→ The records
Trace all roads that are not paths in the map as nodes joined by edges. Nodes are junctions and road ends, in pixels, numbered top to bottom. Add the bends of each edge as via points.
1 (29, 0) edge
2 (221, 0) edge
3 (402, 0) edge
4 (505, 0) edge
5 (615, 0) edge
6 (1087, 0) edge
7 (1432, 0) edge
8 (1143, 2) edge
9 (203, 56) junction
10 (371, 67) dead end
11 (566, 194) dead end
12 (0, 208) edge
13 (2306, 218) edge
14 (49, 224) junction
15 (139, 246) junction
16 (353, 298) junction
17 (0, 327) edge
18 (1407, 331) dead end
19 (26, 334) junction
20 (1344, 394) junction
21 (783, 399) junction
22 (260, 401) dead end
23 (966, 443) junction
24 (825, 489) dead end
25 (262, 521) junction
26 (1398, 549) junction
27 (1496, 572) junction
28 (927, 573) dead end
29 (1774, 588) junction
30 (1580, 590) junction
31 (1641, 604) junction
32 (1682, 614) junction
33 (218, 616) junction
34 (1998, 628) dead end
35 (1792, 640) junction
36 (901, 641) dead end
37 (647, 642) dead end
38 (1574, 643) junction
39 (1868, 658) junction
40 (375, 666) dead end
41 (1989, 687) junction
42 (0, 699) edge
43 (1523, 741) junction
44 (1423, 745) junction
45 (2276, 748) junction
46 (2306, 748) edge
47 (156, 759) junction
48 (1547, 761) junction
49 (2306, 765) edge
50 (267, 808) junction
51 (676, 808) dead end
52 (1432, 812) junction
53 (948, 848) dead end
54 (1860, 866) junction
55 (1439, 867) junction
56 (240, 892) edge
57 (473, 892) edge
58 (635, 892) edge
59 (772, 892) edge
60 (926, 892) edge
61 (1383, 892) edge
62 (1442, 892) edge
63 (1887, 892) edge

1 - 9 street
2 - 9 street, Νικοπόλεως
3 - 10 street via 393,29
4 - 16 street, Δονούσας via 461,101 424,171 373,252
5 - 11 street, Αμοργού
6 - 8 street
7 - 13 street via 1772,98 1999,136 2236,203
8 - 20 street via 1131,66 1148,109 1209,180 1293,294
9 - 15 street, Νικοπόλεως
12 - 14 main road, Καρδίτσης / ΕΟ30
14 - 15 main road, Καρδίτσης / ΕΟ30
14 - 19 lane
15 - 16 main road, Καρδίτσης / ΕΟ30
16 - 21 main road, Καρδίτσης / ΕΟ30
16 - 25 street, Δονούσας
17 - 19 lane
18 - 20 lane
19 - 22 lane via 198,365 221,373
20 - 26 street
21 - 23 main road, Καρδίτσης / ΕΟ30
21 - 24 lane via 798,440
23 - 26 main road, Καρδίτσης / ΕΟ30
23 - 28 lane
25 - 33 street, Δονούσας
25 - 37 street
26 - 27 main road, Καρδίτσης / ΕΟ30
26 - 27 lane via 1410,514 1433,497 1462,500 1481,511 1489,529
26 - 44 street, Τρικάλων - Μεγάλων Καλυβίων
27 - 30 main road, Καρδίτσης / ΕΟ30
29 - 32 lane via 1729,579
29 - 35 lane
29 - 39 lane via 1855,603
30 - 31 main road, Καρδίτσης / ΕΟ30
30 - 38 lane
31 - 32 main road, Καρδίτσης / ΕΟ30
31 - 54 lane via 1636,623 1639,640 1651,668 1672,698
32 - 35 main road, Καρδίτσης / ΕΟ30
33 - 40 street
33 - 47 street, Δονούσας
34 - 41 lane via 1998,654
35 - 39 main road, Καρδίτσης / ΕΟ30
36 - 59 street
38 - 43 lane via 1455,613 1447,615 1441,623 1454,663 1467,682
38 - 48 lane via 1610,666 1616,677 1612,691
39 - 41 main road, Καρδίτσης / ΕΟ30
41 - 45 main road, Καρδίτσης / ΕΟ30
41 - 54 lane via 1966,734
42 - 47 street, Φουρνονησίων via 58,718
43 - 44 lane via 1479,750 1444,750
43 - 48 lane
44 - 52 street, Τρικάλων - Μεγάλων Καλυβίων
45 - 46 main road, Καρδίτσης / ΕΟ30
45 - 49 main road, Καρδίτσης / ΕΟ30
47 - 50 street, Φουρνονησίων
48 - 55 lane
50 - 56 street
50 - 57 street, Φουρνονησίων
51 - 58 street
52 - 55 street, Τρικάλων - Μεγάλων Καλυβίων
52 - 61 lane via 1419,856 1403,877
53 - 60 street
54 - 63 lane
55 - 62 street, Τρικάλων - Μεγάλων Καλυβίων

→ Exercise
Reproduce every line in the records above that contains the word "Δονούσας".

→ Result of the exercise
4 - 16 street, Δονούσας via 461,101 424,171 373,252
16 - 25 street, Δονούσας
25 - 33 street, Δονούσας
33 - 47 street, Δονούσας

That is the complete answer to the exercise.